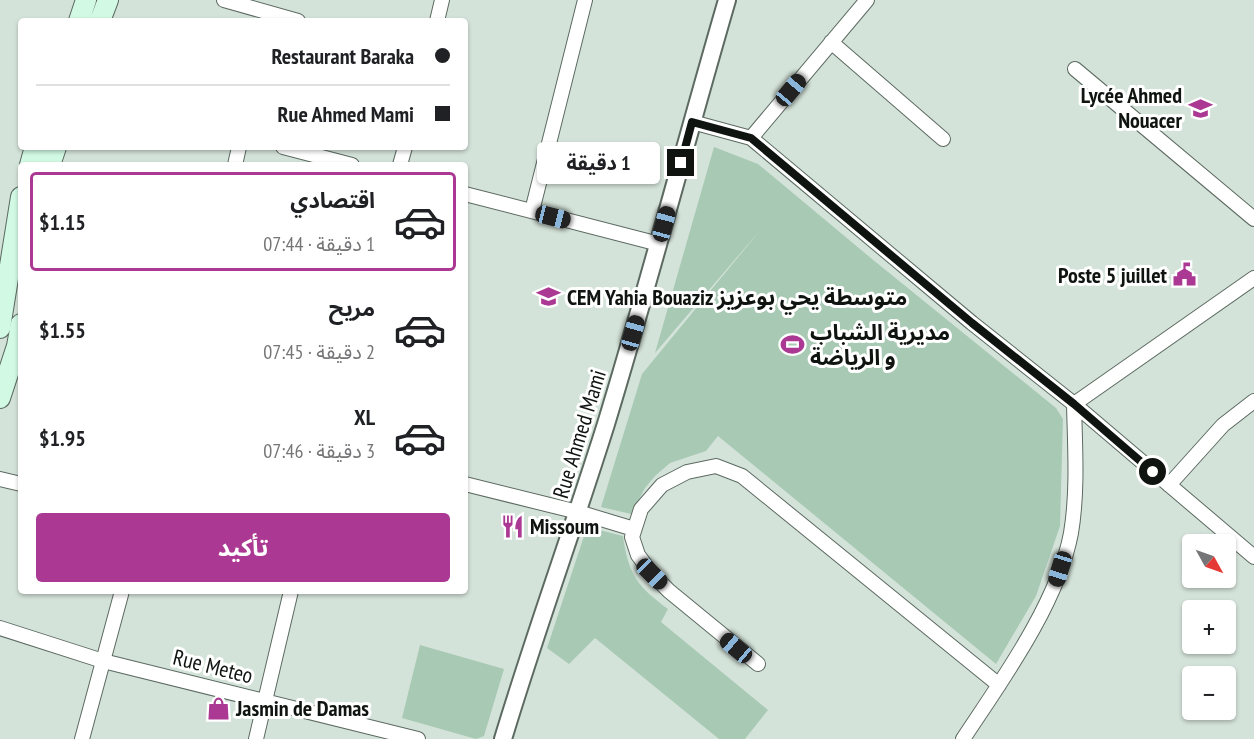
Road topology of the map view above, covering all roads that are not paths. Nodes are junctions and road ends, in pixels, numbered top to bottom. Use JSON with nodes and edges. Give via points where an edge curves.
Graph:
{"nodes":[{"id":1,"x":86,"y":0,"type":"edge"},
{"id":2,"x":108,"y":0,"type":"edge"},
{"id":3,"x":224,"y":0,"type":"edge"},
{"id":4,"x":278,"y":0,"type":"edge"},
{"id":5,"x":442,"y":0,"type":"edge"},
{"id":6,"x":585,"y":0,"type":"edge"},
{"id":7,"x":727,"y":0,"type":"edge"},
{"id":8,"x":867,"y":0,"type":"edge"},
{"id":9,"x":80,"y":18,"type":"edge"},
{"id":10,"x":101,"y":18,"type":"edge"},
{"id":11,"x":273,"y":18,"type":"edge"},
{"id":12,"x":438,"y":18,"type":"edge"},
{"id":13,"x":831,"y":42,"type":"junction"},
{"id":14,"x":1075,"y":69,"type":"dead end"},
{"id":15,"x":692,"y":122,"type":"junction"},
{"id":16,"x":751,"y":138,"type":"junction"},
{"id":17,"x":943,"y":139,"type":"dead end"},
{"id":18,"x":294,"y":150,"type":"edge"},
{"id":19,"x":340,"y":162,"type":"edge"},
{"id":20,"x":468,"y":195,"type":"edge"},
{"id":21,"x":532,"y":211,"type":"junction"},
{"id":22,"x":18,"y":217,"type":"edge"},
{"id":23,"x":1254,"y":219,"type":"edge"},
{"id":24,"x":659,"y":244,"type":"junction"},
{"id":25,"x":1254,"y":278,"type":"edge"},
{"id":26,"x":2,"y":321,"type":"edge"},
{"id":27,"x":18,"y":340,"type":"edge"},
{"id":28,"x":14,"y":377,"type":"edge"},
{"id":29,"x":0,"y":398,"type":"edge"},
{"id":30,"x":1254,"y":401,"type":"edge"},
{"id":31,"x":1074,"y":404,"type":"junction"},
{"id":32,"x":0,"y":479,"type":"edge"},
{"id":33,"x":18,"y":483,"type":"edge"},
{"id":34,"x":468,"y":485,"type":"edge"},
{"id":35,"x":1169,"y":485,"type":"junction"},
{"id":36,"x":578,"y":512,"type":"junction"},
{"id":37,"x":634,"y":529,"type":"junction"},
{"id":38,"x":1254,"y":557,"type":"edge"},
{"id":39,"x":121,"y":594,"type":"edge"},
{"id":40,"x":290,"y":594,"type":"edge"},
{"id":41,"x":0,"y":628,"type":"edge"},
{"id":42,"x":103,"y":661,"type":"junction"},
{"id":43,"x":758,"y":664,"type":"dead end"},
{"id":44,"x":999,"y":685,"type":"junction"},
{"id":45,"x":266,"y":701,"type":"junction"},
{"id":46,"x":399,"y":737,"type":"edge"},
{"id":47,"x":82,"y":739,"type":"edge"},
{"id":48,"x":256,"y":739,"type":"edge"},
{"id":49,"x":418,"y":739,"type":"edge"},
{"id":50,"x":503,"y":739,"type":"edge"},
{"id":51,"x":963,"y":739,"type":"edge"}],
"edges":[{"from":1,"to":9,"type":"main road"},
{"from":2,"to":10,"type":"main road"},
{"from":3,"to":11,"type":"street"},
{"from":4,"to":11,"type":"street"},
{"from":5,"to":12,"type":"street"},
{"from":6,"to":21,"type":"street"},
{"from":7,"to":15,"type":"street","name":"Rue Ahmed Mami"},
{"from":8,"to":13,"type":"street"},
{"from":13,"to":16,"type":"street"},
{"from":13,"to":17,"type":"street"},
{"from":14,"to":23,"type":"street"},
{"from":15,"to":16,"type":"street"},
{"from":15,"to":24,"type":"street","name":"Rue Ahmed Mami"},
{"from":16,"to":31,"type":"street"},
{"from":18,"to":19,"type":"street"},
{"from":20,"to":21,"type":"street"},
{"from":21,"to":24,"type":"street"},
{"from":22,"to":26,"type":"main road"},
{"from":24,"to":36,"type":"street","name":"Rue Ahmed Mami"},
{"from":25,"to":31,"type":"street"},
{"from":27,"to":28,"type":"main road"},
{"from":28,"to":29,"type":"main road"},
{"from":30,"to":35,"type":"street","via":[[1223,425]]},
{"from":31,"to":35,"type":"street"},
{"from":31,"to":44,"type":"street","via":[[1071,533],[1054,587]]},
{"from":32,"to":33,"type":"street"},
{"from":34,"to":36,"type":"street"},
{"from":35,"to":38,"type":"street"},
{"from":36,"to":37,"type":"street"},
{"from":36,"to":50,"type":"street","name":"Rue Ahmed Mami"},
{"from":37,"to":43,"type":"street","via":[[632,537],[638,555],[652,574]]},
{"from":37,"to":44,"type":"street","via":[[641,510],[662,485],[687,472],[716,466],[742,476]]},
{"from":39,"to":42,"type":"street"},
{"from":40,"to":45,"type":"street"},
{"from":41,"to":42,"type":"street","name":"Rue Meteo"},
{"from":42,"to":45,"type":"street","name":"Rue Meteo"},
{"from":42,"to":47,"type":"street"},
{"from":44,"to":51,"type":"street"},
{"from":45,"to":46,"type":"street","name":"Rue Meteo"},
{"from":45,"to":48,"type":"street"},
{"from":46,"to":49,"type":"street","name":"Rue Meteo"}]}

════

* _TASK ITEM_: Type the entries again verbatim. Drop the images.

* _TASK RESULT_:
Road topology of the map view above, covering all roads that are not paths. Nodes are junctions and road ends, in pixels, numbered top to bottom. Use JSON with nodes and edges. Give via points where an edge curves.
Graph:
{"nodes":[{"id":1,"x":86,"y":0,"type":"edge"},
{"id":2,"x":108,"y":0,"type":"edge"},
{"id":3,"x":224,"y":0,"type":"edge"},
{"id":4,"x":278,"y":0,"type":"edge"},
{"id":5,"x":442,"y":0,"type":"edge"},
{"id":6,"x":585,"y":0,"type":"edge"},
{"id":7,"x":727,"y":0,"type":"edge"},
{"id":8,"x":867,"y":0,"type":"edge"},
{"id":9,"x":80,"y":18,"type":"edge"},
{"id":10,"x":101,"y":18,"type":"edge"},
{"id":11,"x":273,"y":18,"type":"edge"},
{"id":12,"x":438,"y":18,"type":"edge"},
{"id":13,"x":831,"y":42,"type":"junction"},
{"id":14,"x":1075,"y":69,"type":"dead end"},
{"id":15,"x":692,"y":122,"type":"junction"},
{"id":16,"x":751,"y":138,"type":"junction"},
{"id":17,"x":943,"y":139,"type":"dead end"},
{"id":18,"x":294,"y":150,"type":"edge"},
{"id":19,"x":340,"y":162,"type":"edge"},
{"id":20,"x":468,"y":195,"type":"edge"},
{"id":21,"x":532,"y":211,"type":"junction"},
{"id":22,"x":18,"y":217,"type":"edge"},
{"id":23,"x":1254,"y":219,"type":"edge"},
{"id":24,"x":659,"y":244,"type":"junction"},
{"id":25,"x":1254,"y":278,"type":"edge"},
{"id":26,"x":2,"y":321,"type":"edge"},
{"id":27,"x":18,"y":340,"type":"edge"},
{"id":28,"x":14,"y":377,"type":"edge"},
{"id":29,"x":0,"y":398,"type":"edge"},
{"id":30,"x":1254,"y":401,"type":"edge"},
{"id":31,"x":1074,"y":404,"type":"junction"},
{"id":32,"x":0,"y":479,"type":"edge"},
{"id":33,"x":18,"y":483,"type":"edge"},
{"id":34,"x":468,"y":485,"type":"edge"},
{"id":35,"x":1169,"y":485,"type":"junction"},
{"id":36,"x":578,"y":512,"type":"junction"},
{"id":37,"x":634,"y":529,"type":"junction"},
{"id":38,"x":1254,"y":557,"type":"edge"},
{"id":39,"x":121,"y":594,"type":"edge"},
{"id":40,"x":290,"y":594,"type":"edge"},
{"id":41,"x":0,"y":628,"type":"edge"},
{"id":42,"x":103,"y":661,"type":"junction"},
{"id":43,"x":758,"y":664,"type":"dead end"},
{"id":44,"x":999,"y":685,"type":"junction"},
{"id":45,"x":266,"y":701,"type":"junction"},
{"id":46,"x":399,"y":737,"type":"edge"},
{"id":47,"x":82,"y":739,"type":"edge"},
{"id":48,"x":256,"y":739,"type":"edge"},
{"id":49,"x":418,"y":739,"type":"edge"},
{"id":50,"x":503,"y":739,"type":"edge"},
{"id":51,"x":963,"y":739,"type":"edge"}],
"edges":[{"from":1,"to":9,"type":"main road"},
{"from":2,"to":10,"type":"main road"},
{"from":3,"to":11,"type":"street"},
{"from":4,"to":11,"type":"street"},
{"from":5,"to":12,"type":"street"},
{"from":6,"to":21,"type":"street"},
{"from":7,"to":15,"type":"street","name":"Rue Ahmed Mami"},
{"from":8,"to":13,"type":"street"},
{"from":13,"to":16,"type":"street"},
{"from":13,"to":17,"type":"street"},
{"from":14,"to":23,"type":"street"},
{"from":15,"to":16,"type":"street"},
{"from":15,"to":24,"type":"street","name":"Rue Ahmed Mami"},
{"from":16,"to":31,"type":"street"},
{"from":18,"to":19,"type":"street"},
{"from":20,"to":21,"type":"street"},
{"from":21,"to":24,"type":"street"},
{"from":22,"to":26,"type":"main road"},
{"from":24,"to":36,"type":"street","name":"Rue Ahmed Mami"},
{"from":25,"to":31,"type":"street"},
{"from":27,"to":28,"type":"main road"},
{"from":28,"to":29,"type":"main road"},
{"from":30,"to":35,"type":"street","via":[[1223,425]]},
{"from":31,"to":35,"type":"street"},
{"from":31,"to":44,"type":"street","via":[[1071,533],[1054,587]]},
{"from":32,"to":33,"type":"street"},
{"from":34,"to":36,"type":"street"},
{"from":35,"to":38,"type":"street"},
{"from":36,"to":37,"type":"street"},
{"from":36,"to":50,"type":"street","name":"Rue Ahmed Mami"},
{"from":37,"to":43,"type":"street","via":[[632,537],[638,555],[652,574]]},
{"from":37,"to":44,"type":"street","via":[[641,510],[662,485],[687,472],[716,466],[742,476]]},
{"from":39,"to":42,"type":"street"},
{"from":40,"to":45,"type":"street"},
{"from":41,"to":42,"type":"street","name":"Rue Meteo"},
{"from":42,"to":45,"type":"street","name":"Rue Meteo"},
{"from":42,"to":47,"type":"street"},
{"from":44,"to":51,"type":"street"},
{"from":45,"to":46,"type":"street","name":"Rue Meteo"},
{"from":45,"to":48,"type":"street"},
{"from":46,"to":49,"type":"street","name":"Rue Meteo"}]}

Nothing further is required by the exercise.